#### DATA FOR PROCESSING
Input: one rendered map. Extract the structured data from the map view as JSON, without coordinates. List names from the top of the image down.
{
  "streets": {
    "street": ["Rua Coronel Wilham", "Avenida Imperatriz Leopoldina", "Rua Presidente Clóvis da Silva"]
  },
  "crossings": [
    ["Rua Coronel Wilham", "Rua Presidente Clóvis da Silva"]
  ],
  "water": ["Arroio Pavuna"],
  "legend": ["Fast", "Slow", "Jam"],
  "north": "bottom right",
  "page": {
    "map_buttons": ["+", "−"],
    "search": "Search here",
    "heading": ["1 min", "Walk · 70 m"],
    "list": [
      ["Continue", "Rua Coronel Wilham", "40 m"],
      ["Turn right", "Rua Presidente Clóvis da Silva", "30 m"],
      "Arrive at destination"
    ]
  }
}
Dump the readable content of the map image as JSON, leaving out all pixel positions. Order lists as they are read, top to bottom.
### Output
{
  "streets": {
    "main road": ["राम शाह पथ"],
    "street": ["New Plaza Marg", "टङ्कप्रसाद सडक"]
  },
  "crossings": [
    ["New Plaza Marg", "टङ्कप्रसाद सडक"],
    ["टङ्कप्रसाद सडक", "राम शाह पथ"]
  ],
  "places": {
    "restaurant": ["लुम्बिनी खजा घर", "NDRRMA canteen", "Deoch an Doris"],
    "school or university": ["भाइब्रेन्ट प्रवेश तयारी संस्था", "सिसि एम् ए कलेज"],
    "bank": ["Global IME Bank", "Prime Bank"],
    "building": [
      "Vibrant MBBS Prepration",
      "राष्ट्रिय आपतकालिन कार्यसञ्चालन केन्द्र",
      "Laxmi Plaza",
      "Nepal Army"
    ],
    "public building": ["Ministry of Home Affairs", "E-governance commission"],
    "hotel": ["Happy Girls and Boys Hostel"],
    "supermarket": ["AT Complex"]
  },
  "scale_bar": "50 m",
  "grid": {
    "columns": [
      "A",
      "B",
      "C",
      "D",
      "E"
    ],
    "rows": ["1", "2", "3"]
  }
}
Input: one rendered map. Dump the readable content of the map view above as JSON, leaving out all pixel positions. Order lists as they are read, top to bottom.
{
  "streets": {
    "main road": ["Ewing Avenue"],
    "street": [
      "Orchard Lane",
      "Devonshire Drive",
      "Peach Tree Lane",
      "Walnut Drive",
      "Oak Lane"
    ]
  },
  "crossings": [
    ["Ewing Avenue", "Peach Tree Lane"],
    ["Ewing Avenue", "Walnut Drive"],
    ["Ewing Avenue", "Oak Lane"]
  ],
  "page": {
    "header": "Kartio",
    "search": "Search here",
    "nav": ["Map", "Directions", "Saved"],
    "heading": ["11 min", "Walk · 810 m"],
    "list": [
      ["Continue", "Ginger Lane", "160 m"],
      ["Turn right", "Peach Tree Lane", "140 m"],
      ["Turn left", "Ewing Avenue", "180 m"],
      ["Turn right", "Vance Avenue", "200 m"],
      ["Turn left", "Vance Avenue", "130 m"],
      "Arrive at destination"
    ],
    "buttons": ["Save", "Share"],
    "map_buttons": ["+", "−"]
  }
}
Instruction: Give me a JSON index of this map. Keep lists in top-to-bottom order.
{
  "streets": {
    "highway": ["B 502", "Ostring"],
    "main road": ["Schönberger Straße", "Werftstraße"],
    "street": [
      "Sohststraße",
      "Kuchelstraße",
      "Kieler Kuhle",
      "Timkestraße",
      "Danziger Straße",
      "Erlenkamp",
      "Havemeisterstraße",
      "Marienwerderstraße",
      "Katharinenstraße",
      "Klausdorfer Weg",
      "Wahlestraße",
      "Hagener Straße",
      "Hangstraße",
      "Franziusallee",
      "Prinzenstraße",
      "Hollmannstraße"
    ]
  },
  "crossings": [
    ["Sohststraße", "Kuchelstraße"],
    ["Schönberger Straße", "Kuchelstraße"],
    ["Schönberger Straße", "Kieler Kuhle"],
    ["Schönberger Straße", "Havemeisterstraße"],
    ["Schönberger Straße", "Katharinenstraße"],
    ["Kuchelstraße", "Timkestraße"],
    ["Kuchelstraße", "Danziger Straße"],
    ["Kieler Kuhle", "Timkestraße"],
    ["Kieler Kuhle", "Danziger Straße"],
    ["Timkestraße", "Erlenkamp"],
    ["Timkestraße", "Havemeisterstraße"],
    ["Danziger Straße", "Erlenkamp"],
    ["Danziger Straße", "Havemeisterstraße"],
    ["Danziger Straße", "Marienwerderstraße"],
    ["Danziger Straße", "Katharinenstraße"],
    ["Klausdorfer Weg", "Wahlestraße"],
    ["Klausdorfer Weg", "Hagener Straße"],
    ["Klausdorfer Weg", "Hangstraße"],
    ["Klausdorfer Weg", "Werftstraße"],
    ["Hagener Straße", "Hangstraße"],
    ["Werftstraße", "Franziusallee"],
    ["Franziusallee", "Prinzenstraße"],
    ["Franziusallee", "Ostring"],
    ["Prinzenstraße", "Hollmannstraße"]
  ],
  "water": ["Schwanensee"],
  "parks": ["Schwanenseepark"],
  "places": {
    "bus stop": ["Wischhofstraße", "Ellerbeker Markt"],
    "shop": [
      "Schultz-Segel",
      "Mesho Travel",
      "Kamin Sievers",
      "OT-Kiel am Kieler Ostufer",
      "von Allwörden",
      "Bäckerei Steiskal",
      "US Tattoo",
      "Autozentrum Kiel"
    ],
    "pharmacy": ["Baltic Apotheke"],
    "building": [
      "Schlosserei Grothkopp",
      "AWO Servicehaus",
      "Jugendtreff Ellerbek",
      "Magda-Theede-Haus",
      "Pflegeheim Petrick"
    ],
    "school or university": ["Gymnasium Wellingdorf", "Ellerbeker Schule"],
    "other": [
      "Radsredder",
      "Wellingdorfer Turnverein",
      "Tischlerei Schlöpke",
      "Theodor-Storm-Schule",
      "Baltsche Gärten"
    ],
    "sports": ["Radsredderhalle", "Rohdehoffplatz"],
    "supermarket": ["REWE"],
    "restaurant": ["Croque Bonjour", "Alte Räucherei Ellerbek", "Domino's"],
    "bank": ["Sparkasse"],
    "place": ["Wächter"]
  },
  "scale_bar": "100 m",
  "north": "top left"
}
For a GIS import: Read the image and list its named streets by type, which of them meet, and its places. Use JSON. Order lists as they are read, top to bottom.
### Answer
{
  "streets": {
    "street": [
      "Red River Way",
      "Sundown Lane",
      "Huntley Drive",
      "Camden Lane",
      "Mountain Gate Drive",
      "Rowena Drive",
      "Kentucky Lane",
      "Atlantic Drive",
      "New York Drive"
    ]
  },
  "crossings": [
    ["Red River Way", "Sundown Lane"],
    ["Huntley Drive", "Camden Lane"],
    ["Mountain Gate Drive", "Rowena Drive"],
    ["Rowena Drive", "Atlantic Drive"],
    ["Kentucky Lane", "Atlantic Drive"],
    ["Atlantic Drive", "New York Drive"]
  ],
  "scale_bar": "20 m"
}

#### ASSIGNED TASK
Up to and including the line with "Dump the readable content of the map image", transcribe the entries above exactly, starting from their first line.

#### ANSWER TO THIS PROBLEM
Input: one rendered map. Extract the structured data from the map view as JSON, without coordinates. List names from the top of the image down.
{
  "streets": {
    "street": ["Rua Coronel Wilham", "Avenida Imperatriz Leopoldina", "Rua Presidente Clóvis da Silva"]
  },
  "crossings": [
    ["Rua Coronel Wilham", "Rua Presidente Clóvis da Silva"]
  ],
  "water": ["Arroio Pavuna"],
  "legend": ["Fast", "Slow", "Jam"],
  "north": "bottom right",
  "page": {
    "map_buttons": ["+", "−"],
    "search": "Search here",
    "heading": ["1 min", "Walk · 70 m"],
    "list": [
      ["Continue", "Rua Coronel Wilham", "40 m"],
      ["Turn right", "Rua Presidente Clóvis da Silva", "30 m"],
      "Arrive at destination"
    ]
  }
}
Dump the readable content of the map image as JSON, leaving out all pixel positions. Order lists as they are read, top to bottom.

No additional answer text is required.